• [Exercise description]: Give back each line of the material that contains the word "三木三田線旧道".

• [Dataset]:
┌────────
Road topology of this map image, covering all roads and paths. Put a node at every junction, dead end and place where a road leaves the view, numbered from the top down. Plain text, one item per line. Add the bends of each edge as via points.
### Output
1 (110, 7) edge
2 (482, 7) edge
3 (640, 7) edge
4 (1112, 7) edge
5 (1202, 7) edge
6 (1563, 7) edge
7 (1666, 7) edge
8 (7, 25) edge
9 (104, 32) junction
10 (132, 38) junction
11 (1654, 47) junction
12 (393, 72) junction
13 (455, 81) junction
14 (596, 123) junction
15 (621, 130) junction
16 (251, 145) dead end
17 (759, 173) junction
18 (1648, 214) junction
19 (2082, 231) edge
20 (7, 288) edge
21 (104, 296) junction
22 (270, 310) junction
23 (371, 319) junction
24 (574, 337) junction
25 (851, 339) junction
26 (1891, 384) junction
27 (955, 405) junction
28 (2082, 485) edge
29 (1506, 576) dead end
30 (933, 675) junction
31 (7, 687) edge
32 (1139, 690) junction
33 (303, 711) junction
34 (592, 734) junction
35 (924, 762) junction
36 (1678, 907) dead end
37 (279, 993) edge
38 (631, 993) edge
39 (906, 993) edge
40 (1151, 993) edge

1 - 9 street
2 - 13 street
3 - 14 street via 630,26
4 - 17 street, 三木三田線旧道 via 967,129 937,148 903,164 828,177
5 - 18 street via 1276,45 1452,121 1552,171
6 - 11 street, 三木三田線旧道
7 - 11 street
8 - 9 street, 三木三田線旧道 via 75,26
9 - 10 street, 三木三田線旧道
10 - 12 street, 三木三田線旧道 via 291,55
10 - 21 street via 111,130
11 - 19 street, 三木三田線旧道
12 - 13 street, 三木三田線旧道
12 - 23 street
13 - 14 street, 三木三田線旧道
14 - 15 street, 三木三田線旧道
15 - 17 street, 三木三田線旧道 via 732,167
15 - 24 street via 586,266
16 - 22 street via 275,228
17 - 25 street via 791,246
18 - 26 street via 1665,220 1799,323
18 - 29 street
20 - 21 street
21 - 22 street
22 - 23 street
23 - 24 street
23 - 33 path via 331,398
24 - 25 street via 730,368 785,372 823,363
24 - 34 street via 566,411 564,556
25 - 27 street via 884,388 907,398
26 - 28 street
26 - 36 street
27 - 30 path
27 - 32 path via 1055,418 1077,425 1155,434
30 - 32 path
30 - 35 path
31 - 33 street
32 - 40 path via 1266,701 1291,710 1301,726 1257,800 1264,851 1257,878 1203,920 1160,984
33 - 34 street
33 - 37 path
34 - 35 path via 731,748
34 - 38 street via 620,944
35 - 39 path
└────────
• [Problem solution]:
4 - 17 street, 三木三田線旧道 via 967,129 937,148 903,164 828,177
6 - 11 street, 三木三田線旧道
8 - 9 street, 三木三田線旧道 via 75,26
9 - 10 street, 三木三田線旧道
10 - 12 street, 三木三田線旧道 via 291,55
11 - 19 street, 三木三田線旧道
12 - 13 street, 三木三田線旧道
13 - 14 street, 三木三田線旧道
14 - 15 street, 三木三田線旧道
15 - 17 street, 三木三田線旧道 via 732,167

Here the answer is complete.